Eu não sei responder a essa pergunta. A cada momento que oscilo entre estados de consciência, me parece que amo mais.
Sua consciência ama mais que seu inconsciente?
Agora, depois de um dia longo de trabalho e alguns litros de cerveja sem ter jantado, ao chegar em casa, não havia nenhum instinto que falasse mais alto que a fome. Exceto o amor. Abri um saco com algo comestível e comecei a mastigar.
O Álcool desperta seus instintos ou seu racional? Será que o amor é meu instinto? O o álcool ativa a sua racionalidade?
Espero estar melhor depois de recuperar minha consciência normal. Falo do amor, e não da fome.
Vivo minha vida empenhado, tomando cuidado e a passo largo.

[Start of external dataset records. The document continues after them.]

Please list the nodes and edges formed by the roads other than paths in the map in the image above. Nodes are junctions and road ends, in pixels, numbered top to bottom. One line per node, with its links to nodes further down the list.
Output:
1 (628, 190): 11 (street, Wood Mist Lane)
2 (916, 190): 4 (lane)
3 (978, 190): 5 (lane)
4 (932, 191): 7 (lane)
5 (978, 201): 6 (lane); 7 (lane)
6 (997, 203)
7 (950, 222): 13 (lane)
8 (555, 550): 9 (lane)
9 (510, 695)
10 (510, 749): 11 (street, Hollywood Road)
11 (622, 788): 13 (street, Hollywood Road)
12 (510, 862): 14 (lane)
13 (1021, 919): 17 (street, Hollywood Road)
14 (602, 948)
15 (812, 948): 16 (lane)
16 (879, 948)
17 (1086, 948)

Tenho que progredir rápido, tenho que ser eficiente. Eu tenho capacidade, e sinto prazer em fazê-lo. Sinto prazer programando, é um dos maiores prazeres que já senti. Trabalho concentrado, em transe. Estudo muito antes de cada passo, e sei que estou indo bem.
Um dia algo altera minha consciência a ponto de eu saber que, embora esteja indo muito bem, e rápido, estou fazendo isso pelo futuro. Preparo um berço com cuidado para os meus filhos, tanto um berço material quanto um cultural, honorífico e ético. Então, pensando com essa consciência alterada, eu noto: Eu o faço pelo futuro. Mas que futuro? De que mãe serão essas crianças? Com quem compartilharei o futuro que conquistei com o suor, a fome e o cuidado do meu próprio sangue?
Eu não sei.
Talvez o meu sub-consciente esteja apaixonado, e tenha me convencido a fazer tudo sem pensar, apenas para que esse futuro esteja garantido. Para quem?
Para quê?
Cartas e afeto
Depois disso tudo, duvido da validade disso tudo. Quase tenho certeza de que os melhores sentimentos que isso tudo pode me trazer, já senti.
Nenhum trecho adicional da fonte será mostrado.